━━━━━ DATA PROVIDED ━━━━━
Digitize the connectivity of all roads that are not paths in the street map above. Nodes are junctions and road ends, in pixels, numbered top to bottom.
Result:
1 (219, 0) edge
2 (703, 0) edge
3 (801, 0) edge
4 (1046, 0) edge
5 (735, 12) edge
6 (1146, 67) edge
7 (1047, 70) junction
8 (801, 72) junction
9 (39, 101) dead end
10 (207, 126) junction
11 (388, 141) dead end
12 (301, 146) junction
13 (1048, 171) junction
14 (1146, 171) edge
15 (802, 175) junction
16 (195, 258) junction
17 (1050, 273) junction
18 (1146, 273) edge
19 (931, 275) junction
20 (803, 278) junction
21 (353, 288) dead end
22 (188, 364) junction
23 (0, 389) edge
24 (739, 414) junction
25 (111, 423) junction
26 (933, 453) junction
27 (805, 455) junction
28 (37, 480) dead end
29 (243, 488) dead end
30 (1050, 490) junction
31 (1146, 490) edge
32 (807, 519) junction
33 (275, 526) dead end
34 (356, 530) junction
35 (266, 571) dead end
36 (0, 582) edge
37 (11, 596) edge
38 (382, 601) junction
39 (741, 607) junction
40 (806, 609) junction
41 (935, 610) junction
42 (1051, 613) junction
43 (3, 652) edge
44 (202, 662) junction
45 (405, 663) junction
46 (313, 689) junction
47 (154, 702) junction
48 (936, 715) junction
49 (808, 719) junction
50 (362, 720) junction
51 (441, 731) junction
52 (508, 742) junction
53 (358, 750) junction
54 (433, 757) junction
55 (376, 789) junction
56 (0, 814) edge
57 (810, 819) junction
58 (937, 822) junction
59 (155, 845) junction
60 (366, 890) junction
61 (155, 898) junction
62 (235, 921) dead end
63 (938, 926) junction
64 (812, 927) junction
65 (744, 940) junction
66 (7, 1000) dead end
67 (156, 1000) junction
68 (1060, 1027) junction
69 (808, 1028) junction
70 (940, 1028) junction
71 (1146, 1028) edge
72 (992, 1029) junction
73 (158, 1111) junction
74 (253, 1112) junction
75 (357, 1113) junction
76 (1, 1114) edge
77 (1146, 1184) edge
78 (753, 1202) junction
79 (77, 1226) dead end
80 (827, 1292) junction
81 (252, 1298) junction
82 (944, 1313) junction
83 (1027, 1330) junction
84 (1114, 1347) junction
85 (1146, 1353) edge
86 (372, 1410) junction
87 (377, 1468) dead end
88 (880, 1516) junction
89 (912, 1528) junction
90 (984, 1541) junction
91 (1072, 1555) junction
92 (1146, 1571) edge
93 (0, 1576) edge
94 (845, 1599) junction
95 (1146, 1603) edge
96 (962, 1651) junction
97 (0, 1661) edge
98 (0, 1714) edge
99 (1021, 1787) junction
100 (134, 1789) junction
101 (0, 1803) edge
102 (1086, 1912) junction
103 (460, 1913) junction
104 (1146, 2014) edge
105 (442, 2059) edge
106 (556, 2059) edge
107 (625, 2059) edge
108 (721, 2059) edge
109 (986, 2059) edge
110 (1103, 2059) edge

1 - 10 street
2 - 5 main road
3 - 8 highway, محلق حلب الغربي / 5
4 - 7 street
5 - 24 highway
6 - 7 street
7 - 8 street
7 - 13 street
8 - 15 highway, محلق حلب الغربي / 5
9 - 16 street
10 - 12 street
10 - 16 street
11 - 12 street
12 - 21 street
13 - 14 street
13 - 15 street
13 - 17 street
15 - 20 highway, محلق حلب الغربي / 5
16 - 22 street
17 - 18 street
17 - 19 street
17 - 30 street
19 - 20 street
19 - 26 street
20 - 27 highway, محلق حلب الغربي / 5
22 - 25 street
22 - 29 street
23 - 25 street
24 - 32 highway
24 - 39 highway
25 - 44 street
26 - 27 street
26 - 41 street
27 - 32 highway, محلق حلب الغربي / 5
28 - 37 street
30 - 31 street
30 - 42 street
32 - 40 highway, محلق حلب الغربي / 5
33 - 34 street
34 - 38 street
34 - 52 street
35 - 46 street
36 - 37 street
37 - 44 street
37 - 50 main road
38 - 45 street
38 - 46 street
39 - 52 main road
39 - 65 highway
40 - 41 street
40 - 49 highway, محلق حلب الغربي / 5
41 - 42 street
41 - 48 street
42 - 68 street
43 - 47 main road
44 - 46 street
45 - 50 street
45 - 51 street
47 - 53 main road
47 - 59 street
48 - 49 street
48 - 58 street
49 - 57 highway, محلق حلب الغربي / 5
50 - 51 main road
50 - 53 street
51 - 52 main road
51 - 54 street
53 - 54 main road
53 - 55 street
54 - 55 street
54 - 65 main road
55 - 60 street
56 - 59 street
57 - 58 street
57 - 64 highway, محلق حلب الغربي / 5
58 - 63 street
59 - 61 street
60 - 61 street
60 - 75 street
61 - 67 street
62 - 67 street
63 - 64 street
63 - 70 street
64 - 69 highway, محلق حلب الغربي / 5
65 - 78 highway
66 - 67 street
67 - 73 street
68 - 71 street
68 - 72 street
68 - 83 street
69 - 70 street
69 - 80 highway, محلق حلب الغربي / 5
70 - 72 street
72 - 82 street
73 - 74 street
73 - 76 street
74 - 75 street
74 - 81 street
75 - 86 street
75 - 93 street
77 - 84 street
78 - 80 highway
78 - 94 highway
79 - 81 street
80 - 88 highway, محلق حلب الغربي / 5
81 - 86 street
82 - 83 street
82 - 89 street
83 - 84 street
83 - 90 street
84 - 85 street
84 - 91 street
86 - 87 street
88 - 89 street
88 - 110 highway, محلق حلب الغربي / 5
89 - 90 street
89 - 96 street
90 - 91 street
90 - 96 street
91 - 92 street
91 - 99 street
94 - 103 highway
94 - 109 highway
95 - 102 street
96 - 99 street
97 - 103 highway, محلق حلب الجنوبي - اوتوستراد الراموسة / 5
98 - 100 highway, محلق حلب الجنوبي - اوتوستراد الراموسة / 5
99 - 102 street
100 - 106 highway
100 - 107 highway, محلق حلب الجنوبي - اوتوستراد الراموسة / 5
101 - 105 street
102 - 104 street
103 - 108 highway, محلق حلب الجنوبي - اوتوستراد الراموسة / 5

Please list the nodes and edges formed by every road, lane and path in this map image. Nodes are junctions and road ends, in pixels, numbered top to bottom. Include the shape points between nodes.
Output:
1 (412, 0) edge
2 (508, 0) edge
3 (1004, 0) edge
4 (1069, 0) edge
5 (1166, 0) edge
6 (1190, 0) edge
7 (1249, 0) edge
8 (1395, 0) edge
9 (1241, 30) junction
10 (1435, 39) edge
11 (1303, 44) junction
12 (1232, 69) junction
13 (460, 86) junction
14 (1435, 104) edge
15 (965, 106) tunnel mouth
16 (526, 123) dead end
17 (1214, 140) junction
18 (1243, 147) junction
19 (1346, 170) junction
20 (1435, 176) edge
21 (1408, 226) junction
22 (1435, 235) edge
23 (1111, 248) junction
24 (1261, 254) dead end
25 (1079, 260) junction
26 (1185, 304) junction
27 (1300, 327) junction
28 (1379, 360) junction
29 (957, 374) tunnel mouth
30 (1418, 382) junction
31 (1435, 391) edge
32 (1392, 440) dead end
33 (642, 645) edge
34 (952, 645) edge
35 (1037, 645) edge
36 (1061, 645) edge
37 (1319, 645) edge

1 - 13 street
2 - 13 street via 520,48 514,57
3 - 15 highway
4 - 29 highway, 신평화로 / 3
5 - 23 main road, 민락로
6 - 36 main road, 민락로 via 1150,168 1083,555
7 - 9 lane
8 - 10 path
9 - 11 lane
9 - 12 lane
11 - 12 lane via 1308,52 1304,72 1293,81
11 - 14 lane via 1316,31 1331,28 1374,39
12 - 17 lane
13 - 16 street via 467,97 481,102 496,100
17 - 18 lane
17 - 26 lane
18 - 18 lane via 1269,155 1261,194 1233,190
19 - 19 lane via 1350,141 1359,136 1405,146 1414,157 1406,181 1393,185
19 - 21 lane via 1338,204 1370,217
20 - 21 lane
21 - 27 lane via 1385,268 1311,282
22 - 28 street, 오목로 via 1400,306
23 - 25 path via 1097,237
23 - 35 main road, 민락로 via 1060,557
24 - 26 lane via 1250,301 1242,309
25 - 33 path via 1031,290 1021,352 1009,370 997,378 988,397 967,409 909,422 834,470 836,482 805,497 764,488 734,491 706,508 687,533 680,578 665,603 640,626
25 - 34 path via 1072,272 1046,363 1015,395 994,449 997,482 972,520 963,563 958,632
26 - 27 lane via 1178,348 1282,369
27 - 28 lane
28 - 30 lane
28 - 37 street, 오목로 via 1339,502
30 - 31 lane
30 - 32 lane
━━━━━
_TASK BRIEF_
Lines holding the word "numbered" in the entries above are the ones to pull out. Copy them all.

_EXERCISE SOLUTION_
Digitize the connectivity of all roads that are not paths in the street map above. Nodes are junctions and road ends, in pixels, numbered top to bottom.
Please list the nodes and edges formed by every road, lane and path in this map image. Nodes are junctions and road ends, in pixels, numbered top to bottom. Include the shape points between nodes.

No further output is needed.